Trasportato dalla provincia, cioè da Londra, a Pompei, Milo scopre che i fetentoni responsabili del massacro, il senatore Corvus, un Kiefer Sutherland totalmente disinteressato e il suo perfido braccio destro Proculo, Sasha Roiz, si trovano proprio là in visita al sindaco della città, Severus, Jared Harris, figlio di Richard. Ora, Severus e sua moglie Aurelia, la grande Carrie Ann-Moss, hanno una figlia, Cassia, la bella Emily Browning, che piace molto al senatore, anche se a lei il senatore non piace per nulla, e le preferisce il gladiatore Milo, schiavo, gladiatore, ma bono e forzuto.

La storia si complica. Perché, mentre il pubblico di Pompei ha riempito lo stadio per i giochi dei gladiatori neanche se giocasse il Napoli, il Vesuvio inizia a eruttare e sarà pioggia di fuoco e massi in testa per tutti. Il primo numero della stadio, e questo è divertente, vede proprio una sorta di messa in scena gladiatorea delle eroiche gesta romane con i celti romanzate per l'occasione. I romani sono interpretati da un folto gruppo di gladiatori bellicosi, mentre i celti, con tanto di catene, sono rappresentati proprio da Milo e dal suo fedele amico africano Atticus, il cristone Akimmuoye Agbaye.

Così Milo dovrà salvare la bella dalle grinfie di Corvus, farsi la sua vendetta e magari salvarsi la vita proprio durante l'eruzione del vulcano. Il film non può giocare, come la serie di "Spartacus", su sesso e violenza fuori controllo, è un prodotto più indirizzato alla famiglia, ha buone scene d'azione e buoni effetti speciali. Gli attori fanno quel che possono cercando di schivare bombe di fuoco in 3D.
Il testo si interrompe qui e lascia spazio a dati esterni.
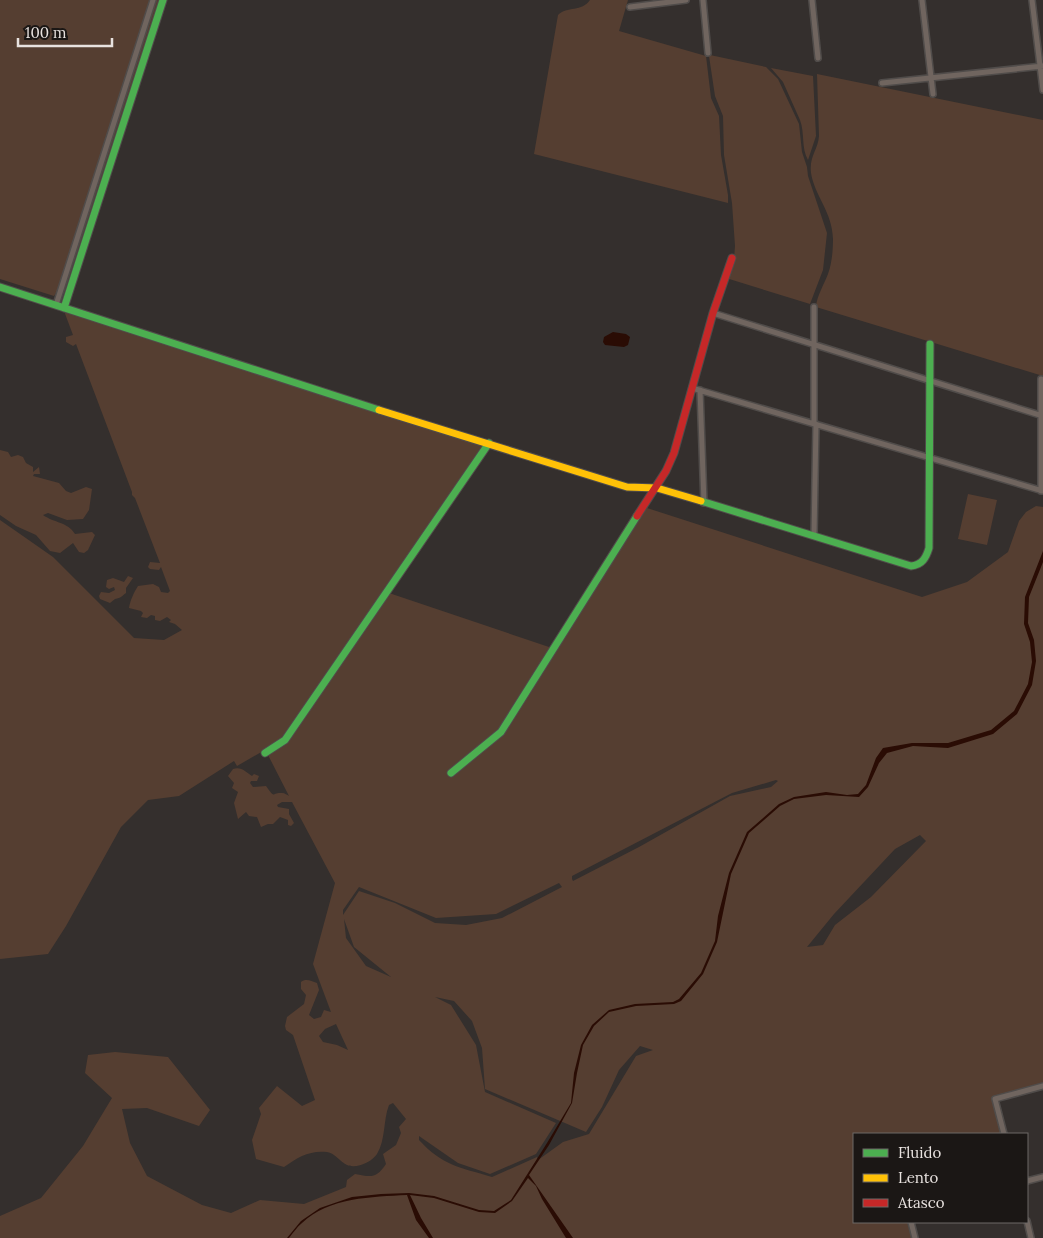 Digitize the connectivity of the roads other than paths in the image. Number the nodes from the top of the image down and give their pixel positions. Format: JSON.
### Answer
{"nodes":[{"id":1,"x":153,"y":0,"type":"edge"},
{"id":2,"x":163,"y":0,"type":"edge"},
{"id":3,"x":686,"y":0,"type":"edge"},
{"id":4,"x":703,"y":0,"type":"edge"},
{"id":5,"x":812,"y":0,"type":"edge"},
{"id":6,"x":922,"y":0,"type":"edge"},
{"id":7,"x":1032,"y":0,"type":"edge"},
{"id":8,"x":630,"y":7,"type":"dead end"},
{"id":9,"x":708,"y":54,"type":"dead end"},
{"id":10,"x":818,"y":58,"type":"dead end"},
{"id":11,"x":1042,"y":66,"type":"edge"},
{"id":12,"x":931,"y":78,"type":"junction"},
{"id":13,"x":882,"y":83,"type":"dead end"},
{"id":14,"x":1043,"y":90,"type":"edge"},
{"id":15,"x":933,"y":94,"type":"dead end"},
{"id":16,"x":732,"y":258,"type":"dead end"},
{"id":17,"x":0,"y":287,"type":"edge"},
{"id":18,"x":56,"y":305,"type":"junction"},
{"id":19,"x":814,"y":307,"type":"dead end"},
{"id":20,"x":64,"y":308,"type":"junction"},
{"id":21,"x":713,"y":313,"type":"junction"},
{"id":22,"x":814,"y":344,"type":"junction"},
{"id":23,"x":930,"y":344,"type":"dead end"},
{"id":24,"x":1042,"y":378,"type":"dead end"},
{"id":25,"x":930,"y":381,"type":"junction"},
{"id":26,"x":696,"y":389,"type":"junction"},
{"id":27,"x":1042,"y":416,"type":"edge"},
{"id":28,"x":815,"y":424,"type":"junction"},
{"id":29,"x":489,"y":443,"type":"junction"},
{"id":30,"x":929,"y":458,"type":"junction"},
{"id":31,"x":657,"y":488,"type":"junction"},
{"id":32,"x":1042,"y":491,"type":"edge"},
{"id":33,"x":704,"y":503,"type":"junction"},
{"id":34,"x":814,"y":536,"type":"junction"},
{"id":35,"x":265,"y":753,"type":"dead end"},
{"id":36,"x":451,"y":773,"type":"dead end"},
{"id":37,"x":1043,"y":1086,"type":"edge"},
{"id":38,"x":1004,"y":1133,"type":"edge"},
{"id":39,"x":1043,"y":1177,"type":"edge"},
{"id":40,"x":1028,"y":1181,"type":"edge"},
{"id":41,"x":911,"y":1223,"type":"edge"},
{"id":42,"x":1027,"y":1223,"type":"edge"},
{"id":43,"x":915,"y":1238,"type":"edge"},
{"id":44,"x":1031,"y":1238,"type":"edge"}],
"edges":[{"from":1,"to":18,"type":"street"},
{"from":2,"to":20,"type":"street"},
{"from":3,"to":8,"type":"street"},
{"from":4,"to":9,"type":"street"},
{"from":5,"to":10,"type":"street"},
{"from":6,"to":12,"type":"street"},
{"from":7,"to":11,"type":"street"},
{"from":11,"to":12,"type":"street"},
{"from":11,"to":14,"type":"street"},
{"from":12,"to":13,"type":"street"},
{"from":12,"to":15,"type":"street"},
{"from":16,"to":21,"type":"street"},
{"from":17,"to":18,"type":"street"},
{"from":18,"to":20,"type":"street"},
{"from":19,"to":22,"type":"street"},
{"from":20,"to":29,"type":"street"},
{"from":21,"to":22,"type":"street"},
{"from":21,"to":26,"type":"street"},
{"from":22,"to":25,"type":"street"},
{"from":22,"to":28,"type":"street"},
{"from":23,"to":25,"type":"street"},
{"from":24,"to":27,"type":"street"},
{"from":25,"to":27,"type":"street"},
{"from":25,"to":30,"type":"street"},
{"from":26,"to":28,"type":"street"},
{"from":26,"to":31,"type":"street"},
{"from":26,"to":33,"type":"street"},
{"from":27,"to":32,"type":"street"},
{"from":28,"to":30,"type":"street"},
{"from":28,"to":34,"type":"street"},
{"from":29,"to":31,"type":"street"},
{"from":29,"to":35,"type":"street"},
{"from":30,"to":32,"type":"street"},
{"from":30,"to":34,"type":"street"},
{"from":31,"to":33,"type":"street"},
{"from":31,"to":36,"type":"street"},
{"from":33,"to":34,"type":"street"},
{"from":37,"to":38,"type":"street"},
{"from":39,"to":40,"type":"street"},
{"from":41,"to":43,"type":"street"},
{"from":42,"to":44,"type":"street"}]} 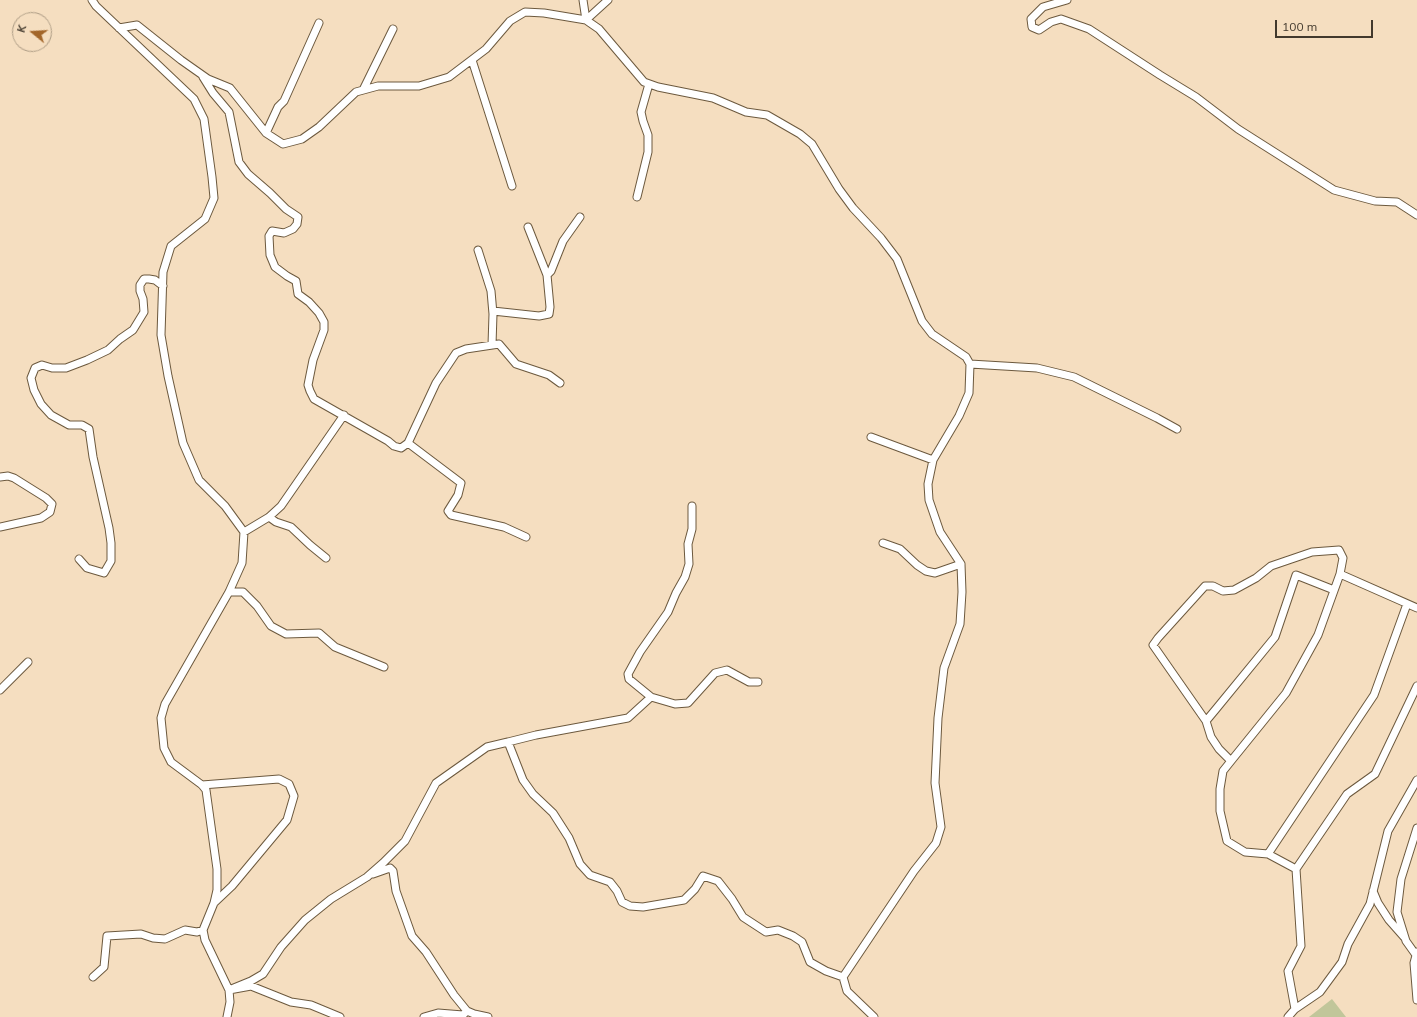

Se Kiefer Sutherland è particolarmente fuori parte bardato da senatore romano trafficone innamorato della bella, il protagonista Kit Harington non è tanto più espressivo. Ai tempi del nostro peplum, si sa, facevamo di meglio, ma a scrivere un film come questo trovavamo oltre a Sergio Leone, Sergio Corbucci e Duccio Tessari, cioè il meglio del nostro cinema d'avventura, un Ennio De Concini. Qualche lettura in più l'aveva fatta. Già in sala.